I rumori che accompagnano il film hanno la funzione di evocare l'ambiente e la situazione nella
quale si sta svolgendo l'azione: tintinnio di bicchieri e posate se la scena si svolge in cucina, fruscio di
foglie in un bosco, il frastuono caotico del traffico in una strada metropolitana.
I rumori che lo spettatore sente sono quasi sempre prodotti artificialmente da un tecnico, il
rumorista, il cui compito è quello di ricreare in studio, con oggetti di vario tipo, suoni e rumori
dell'ambiente. Il regista poi aumenta o diminuisce l'intensità dei rumori a seconda dei risultati espressivi
che vuole raggiungere.
Vi sarete accorti ad esempio che pugni, schiaffi e cadute sono nel film molto più rumorosi che
nella realtà: infatti quanto più forte è il rumore che accompagna un pugno sulla scena tanto più intenso,
nella mente dello spettatore, è il dolore che esso provoca. Dunque tutto ciò che sentiamo nel film non è
mai casuale, ma è sempre il frutto di precise decisioni del regista.
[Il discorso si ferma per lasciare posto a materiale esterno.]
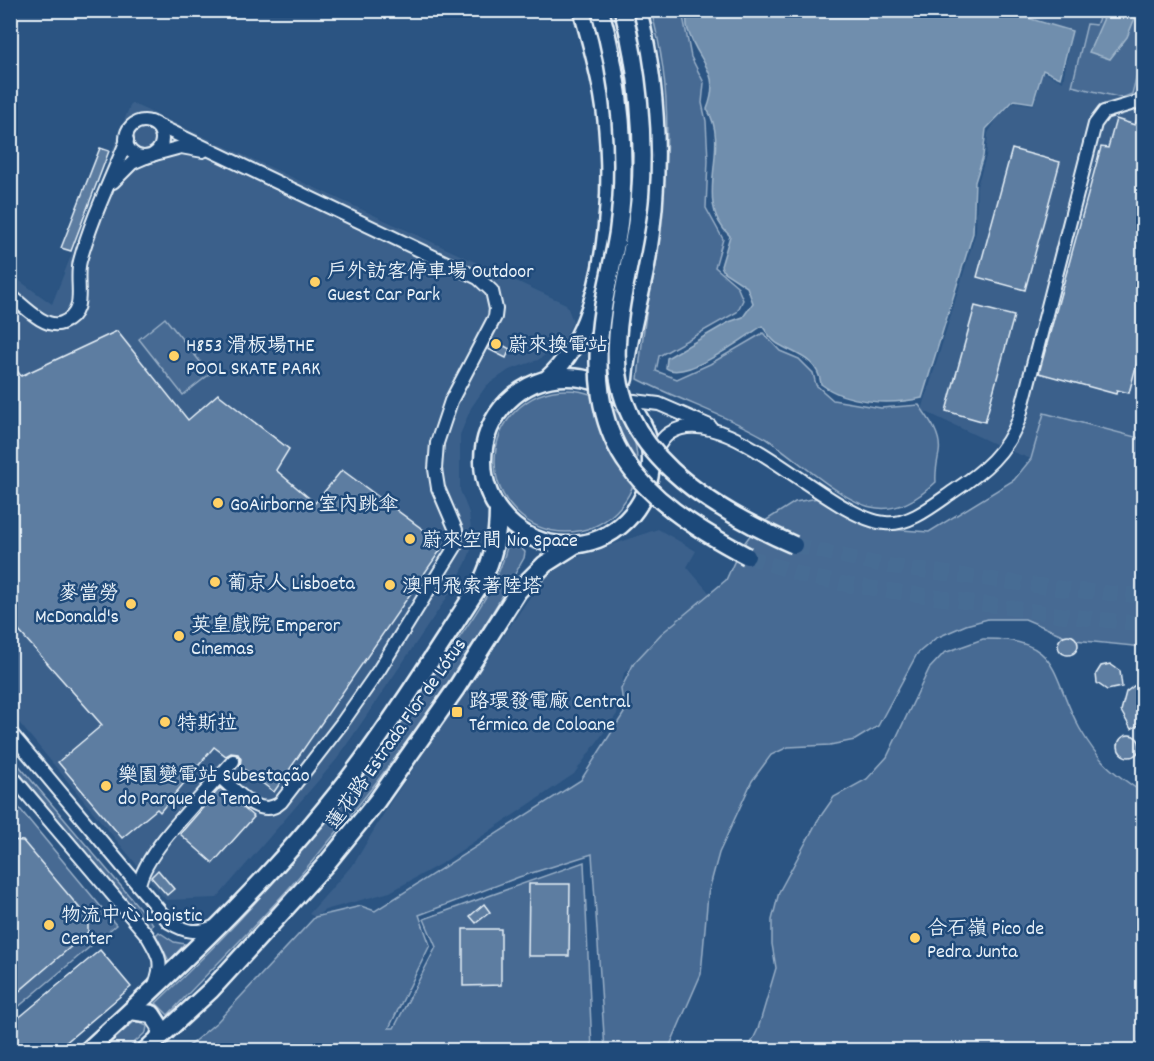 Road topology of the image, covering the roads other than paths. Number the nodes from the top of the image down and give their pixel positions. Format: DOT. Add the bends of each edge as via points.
graph roads {
  1 [pos="582,10"];
  2 [pos="600,10"];
  3 [pos="622,10"];
  4 [pos="638,10"];
  5 [pos="1143,100"];
  6 [pos="151,122"];
  7 [pos="127,140"];
  8 [pos="215,154"];
  9 [pos="150,156"];
  10 [pos="105,196"];
  11 [pos="10,295"];
  12 [pos="549,378"];
  13 [pos="626,400"];
  14 [pos="728,434"];
  15 [pos="652,459"];
  16 [pos="498,511"];
  17 [pos="575,545"];
  18 [pos="794,546"];
  19 [pos="747,556"];
  20 [pos="10,732"];
  21 [pos="233,760"];
  22 [pos="10,774"];
  23 [pos="220,777"];
  24 [pos="157,849"];
  25 [pos="121,864"];
  26 [pos="139,886"];
  27 [pos="220,925"];
  28 [pos="154,989"];
  29 [pos="131,1011"];
  30 [pos="159,1038"];
  31 [pos="87,1050"];
  32 [pos="146,1050"];
  1 -- 12 [label="main road" via="603,96 609,196 588,313 570,353"];
  2 -- 19 [label="main road, bridge" via="608,37 622,146 618,232 600,333 599,391 604,420 622,458 661,502"];
  3 -- 18 [label="main road, bridge" via="630,38 640,153 639,204 616,345 623,402 659,459 680,478 720,508"];
  4 -- 13 [label="main road" via="655,96 658,153 653,221 626,359"];
  5 -- 14 [label="street" via="1104,112 1095,124 1019,419 1005,449 977,476 909,518 885,524 849,510"];
  6 -- 7 [label="street" via="134,124"];
  6 -- 8 [label="street"];
  6 -- 9 [label="street" via="162,135 161,146"];
  7 -- 9 [label="street" via="133,153"];
  7 -- 10 [label="street"];
  8 -- 9 [label="street" via="181,147"];
  8 -- 23 [label="street" via="478,278 492,291 496,309 451,402 437,443 438,488 457,539 440,575 342,723 281,802 270,809 260,808"];
  9 -- 10 [label="street" via="125,169"];
  10 -- 11 [label="street" via="80,262 80,297 75,312 61,323 49,324"];
  12 -- 13 [label="main road" via="591,379"];
  12 -- 16 [label="main road" via="514,394 497,413 485,437 482,463 486,488"];
  13 -- 14 [label="street" via="660,404"];
  13 -- 15 [label="main road" via="645,430"];
  14 -- 15 [label="street" via="680,429 666,436"];
  15 -- 17 [label="main road" via="638,506 624,523 602,537"];
  16 -- 17 [label="main road" via="531,538 562,546"];
  16 -- 27 [label="main road, 蓮花路 Estrada Flor de Lótus" via="493,557 481,583 413,687 362,762"];
  17 -- 30 [label="main road, 蓮花路 Estrada Flor de Lótus" via="529,577 377,801 327,863 219,981"];
  20 -- 25 [label="street"];
  21 -- 23 [label="street"];
  22 -- 28 [label="street" via="147,935 162,968"];
  23 -- 24 [label="street"];
  24 -- 25 [label="street" via="142,860"];
  24 -- 26 [label="street"];
  25 -- 26 [label="street"];
  26 -- 27 [label="street" via="182,930 198,933"];
  27 -- 28 [label="main road, 蓮花路 Estrada Flor de Lótus"];
  28 -- 29 [label="main road, 蓮花路 Estrada Flor de Lótus"];
  29 -- 30 [label="main road" via="152,1014 161,1028"];
  29 -- 31 [label="main road, 蓮花路 Estrada Flor de Lótus"];
  30 -- 32 [label="main road, 蓮花路 Estrada Flor de Lótus"];
} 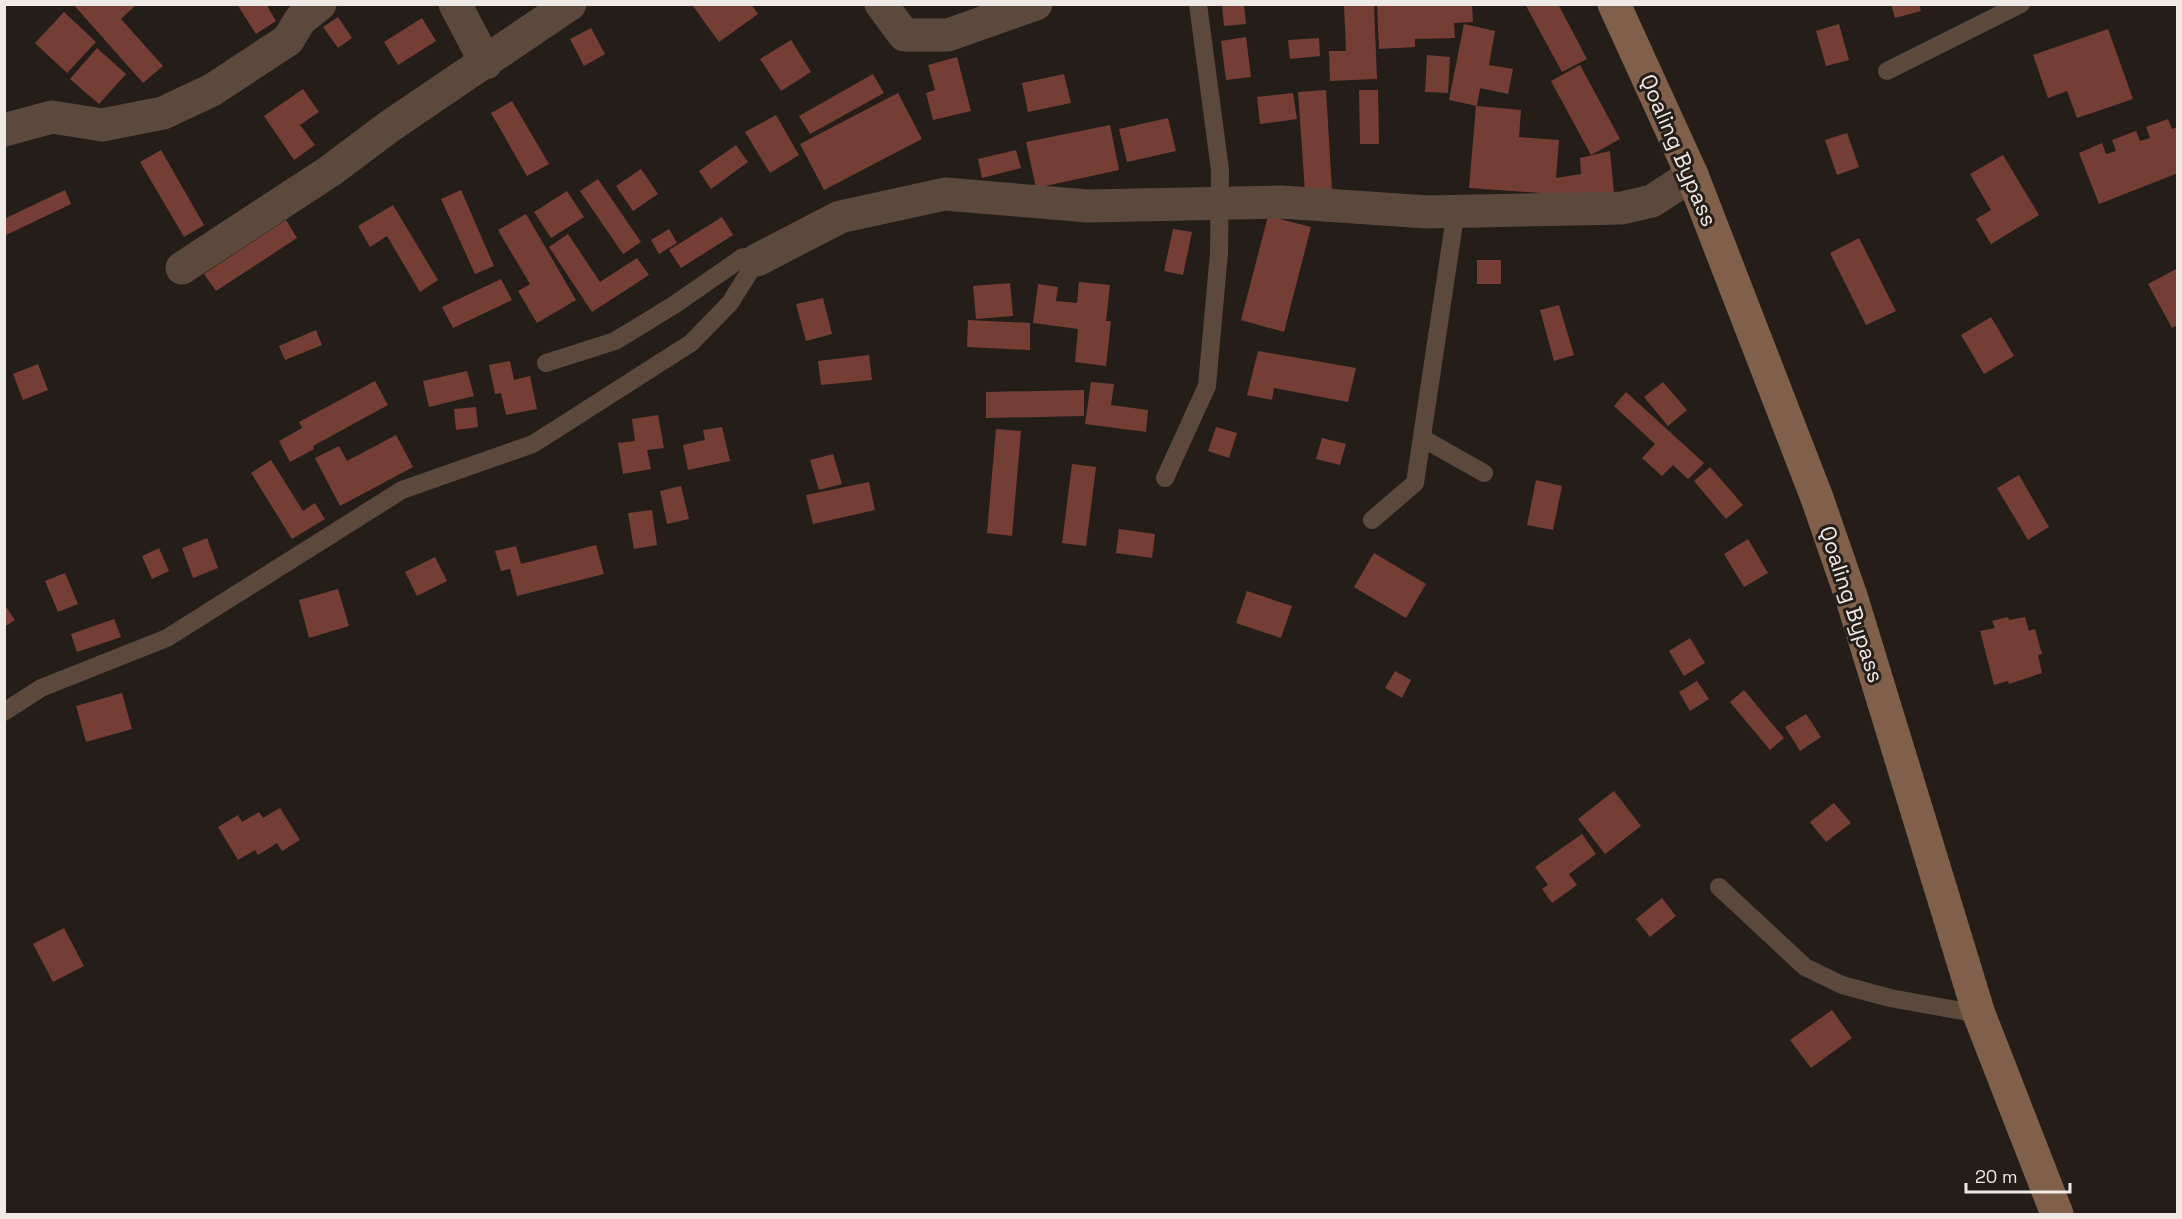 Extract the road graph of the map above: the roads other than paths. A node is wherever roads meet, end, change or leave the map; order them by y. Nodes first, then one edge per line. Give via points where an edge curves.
1 (320, 4) edge
2 (455, 4) edge
3 (570, 4) edge
4 (880, 4) edge
5 (1036, 4) edge
6 (1197, 4) edge
7 (1614, 4) edge
8 (2021, 4) edge
9 (486, 63) junction
10 (1887, 71) dead end
11 (4, 130) edge
12 (1692, 176) junction
13 (1221, 202) junction
14 (1456, 210) junction
15 (757, 260) junction
16 (182, 268) dead end
17 (546, 363) dead end
18 (1422, 438) junction
19 (1484, 473) dead end
20 (1165, 478) dead end
21 (1372, 520) dead end
22 (4, 712) edge
23 (1719, 887) dead end
24 (1978, 1014) junction
25 (2057, 1215) edge

1 - 11 street via 300,20 288,40 212,90 163,113 102,125 52,117
2 - 9 street
3 - 9 street
4 - 5 street via 904,35 948,35
6 - 13 lane
7 - 12 main road, Qoaling Bypass
8 - 10 lane
9 - 16 street
12 - 14 street via 1652,201 1622,208
12 - 24 main road, Qoaling Bypass via 1852,599
13 - 14 street via 1426,212
13 - 15 street via 1088,206 945,194 840,217
13 - 20 lane via 1207,386
14 - 18 lane
15 - 17 lane via 743,257 615,341
15 - 22 lane via 730,303 692,344 533,444 402,490 167,638 41,688
18 - 19 lane
18 - 21 lane via 1415,483
23 - 24 lane via 1805,967 1842,985
24 - 25 main road, Qoaling Bypass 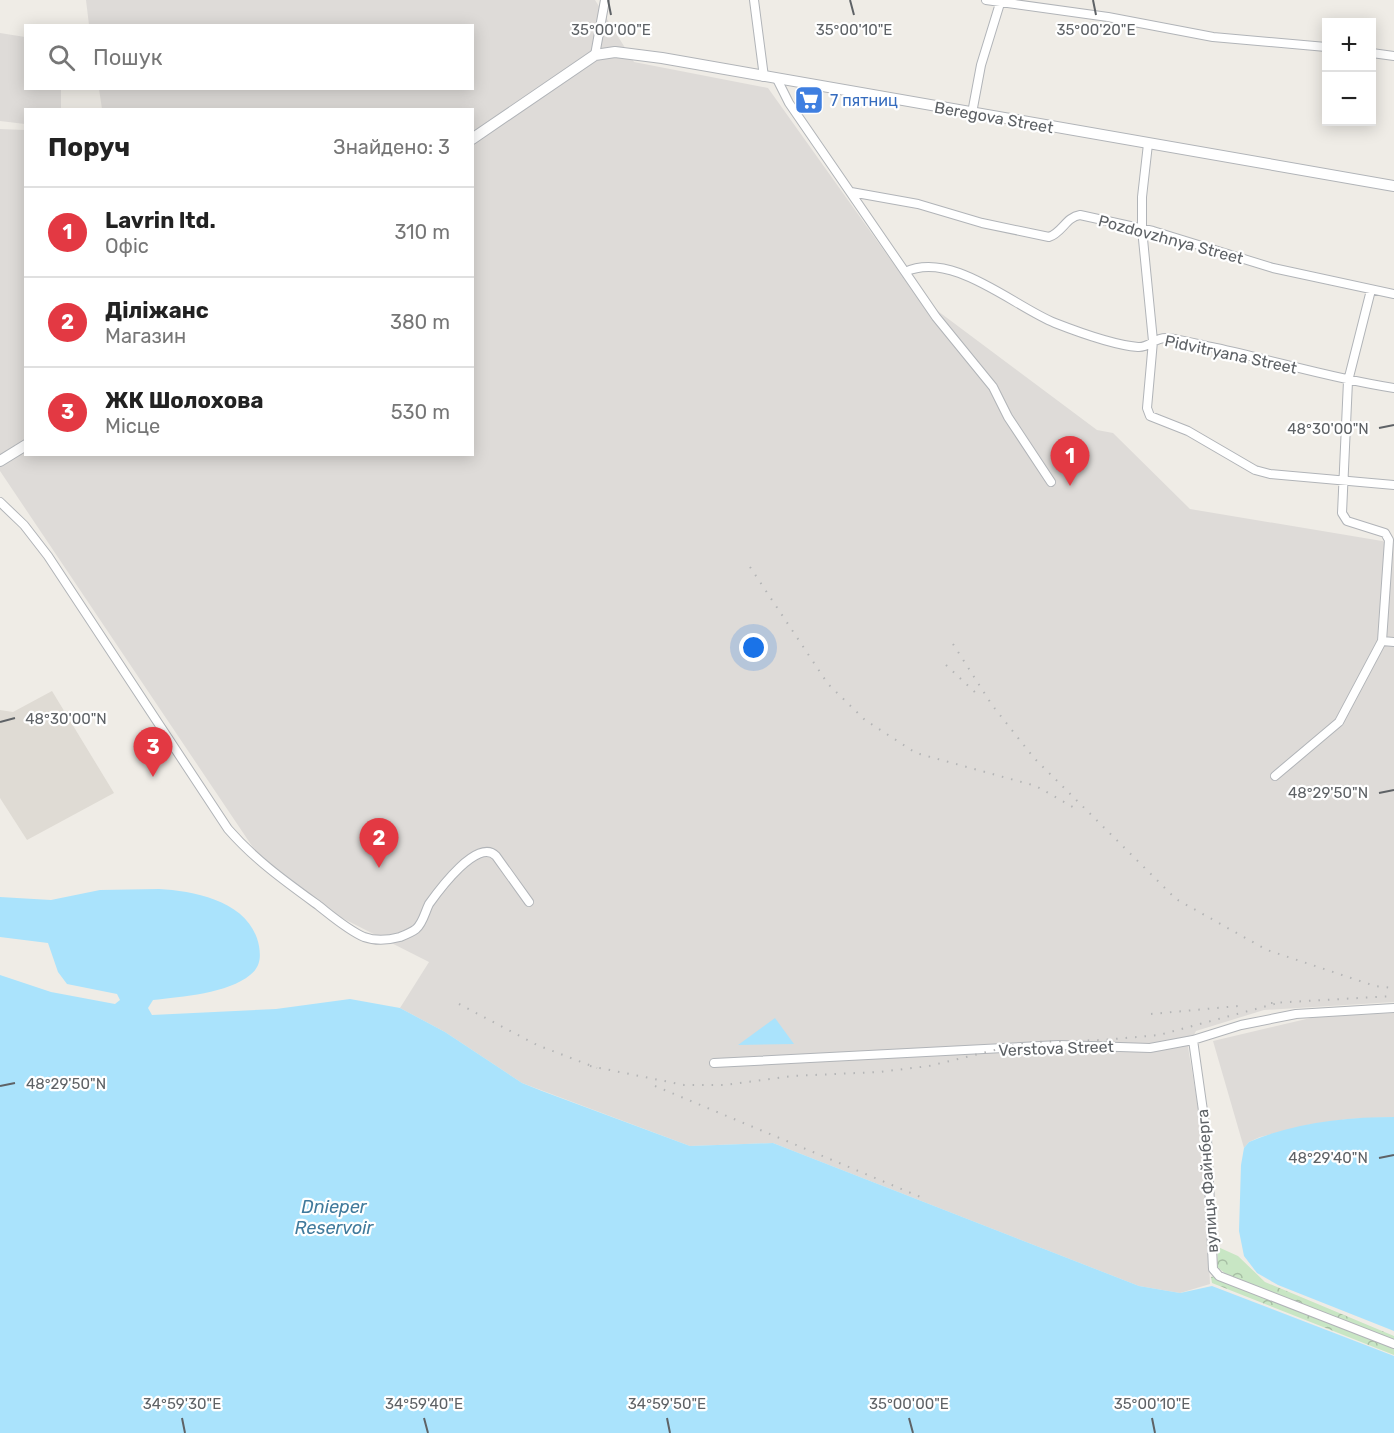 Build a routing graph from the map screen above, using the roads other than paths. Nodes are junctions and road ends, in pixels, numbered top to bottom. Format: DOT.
graph roads {
  1 [pos="606,0"];
  2 [pos="754,0"];
  3 [pos="986,0"];
  4 [pos="1000,1"];
  5 [pos="1322,47"];
  6 [pos="1376,54"];
  7 [pos="595,55"];
  8 [pos="1394,56"];
  9 [pos="764,77"];
  10 [pos="777,79"];
  11 [pos="972,113"];
  12 [pos="474,138"];
  13 [pos="1148,144"];
  14 [pos="1394,186"];
  15 [pos="851,192"];
  16 [pos="1142,229"];
  17 [pos="905,273"];
  18 [pos="1371,290"];
  19 [pos="1394,294"];
  20 [pos="1153,341"];
  21 [pos="1348,381"];
  22 [pos="1394,388"];
  23 [pos="24,446"];
  24 [pos="0,461"];
  25 [pos="1342,480"];
  26 [pos="1051,482"];
  27 [pos="1394,485"];
  28 [pos="0,502"];
  29 [pos="1382,640"];
  30 [pos="1394,642"];
  31 [pos="1275,777"];
  32 [pos="529,902"];
  33 [pos="1394,1008"];
  34 [pos="1193,1040"];
  35 [pos="714,1063"];
  36 [pos="1394,1344"];
  1 -- 7 [label="street"];
  2 -- 9 [label="street"];
  3 -- 4 [label="street"];
  4 -- 5 [label="street"];
  4 -- 11 [label="street"];
  6 -- 8 [label="street"];
  7 -- 9 [label="street, Beregova Street"];
  7 -- 12 [label="street"];
  9 -- 10 [label="street, Beregova Street"];
  10 -- 11 [label="street, Beregova Street"];
  10 -- 15 [label="street"];
  11 -- 13 [label="street, Beregova Street"];
  13 -- 14 [label="street, Beregova Street"];
  13 -- 16 [label="street"];
  15 -- 16 [label="street, Pozdovzhnya Street"];
  15 -- 17 [label="street"];
  16 -- 18 [label="street, Pozdovzhnya Street"];
  16 -- 20 [label="street"];
  17 -- 20 [label="street, Pidvitryana Street"];
  17 -- 26 [label="street"];
  18 -- 19 [label="street, Pozdovzhnya Street"];
  18 -- 21 [label="street"];
  20 -- 21 [label="street, Pidvitryana Street"];
  20 -- 25 [label="street"];
  21 -- 22 [label="street, Pidvitryana Street"];
  21 -- 25 [label="street"];
  23 -- 24 [label="street"];
  25 -- 27 [label="street"];
  25 -- 29 [label="street"];
  28 -- 32 [label="street"];
  29 -- 30 [label="street"];
  29 -- 31 [label="street"];
  33 -- 34 [label="street, Verstova Street"];
  34 -- 35 [label="street, Verstova Street"];
  34 -- 36 [label="street, вулиця Файнберга"];
}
Sottolineare con discrezione ciò che le immagini dicono, esprimendo musicalmente il ritmo e i
movimenti delle scene;
Esprimere i sentimenti dei personaggi per far vivere allo spettatore le stesse emozioni del protagonista;
Contestualizzare l’immagine fornendo ulteriori indizi sul luogo e sul tempo in cui si svolge la scena;
Definire il carattere di un personaggio;
Anticipare gli avvenimenti successivi facendo prevedere allo spettatore quello che succederà di lì a poco;
Prolungare l’azione precedente, in modo da consentire allo spettatore di continuare ad assaporare gioie e
malinconie;
Rievocare qualcosa che appartiene al passato o a un luogo lontano;
Contrastare le immagini evocando situazioni o sentimenti in contrasto con le immagini;
Collegare diverse scene, apparentemente separate l’una dall’altra.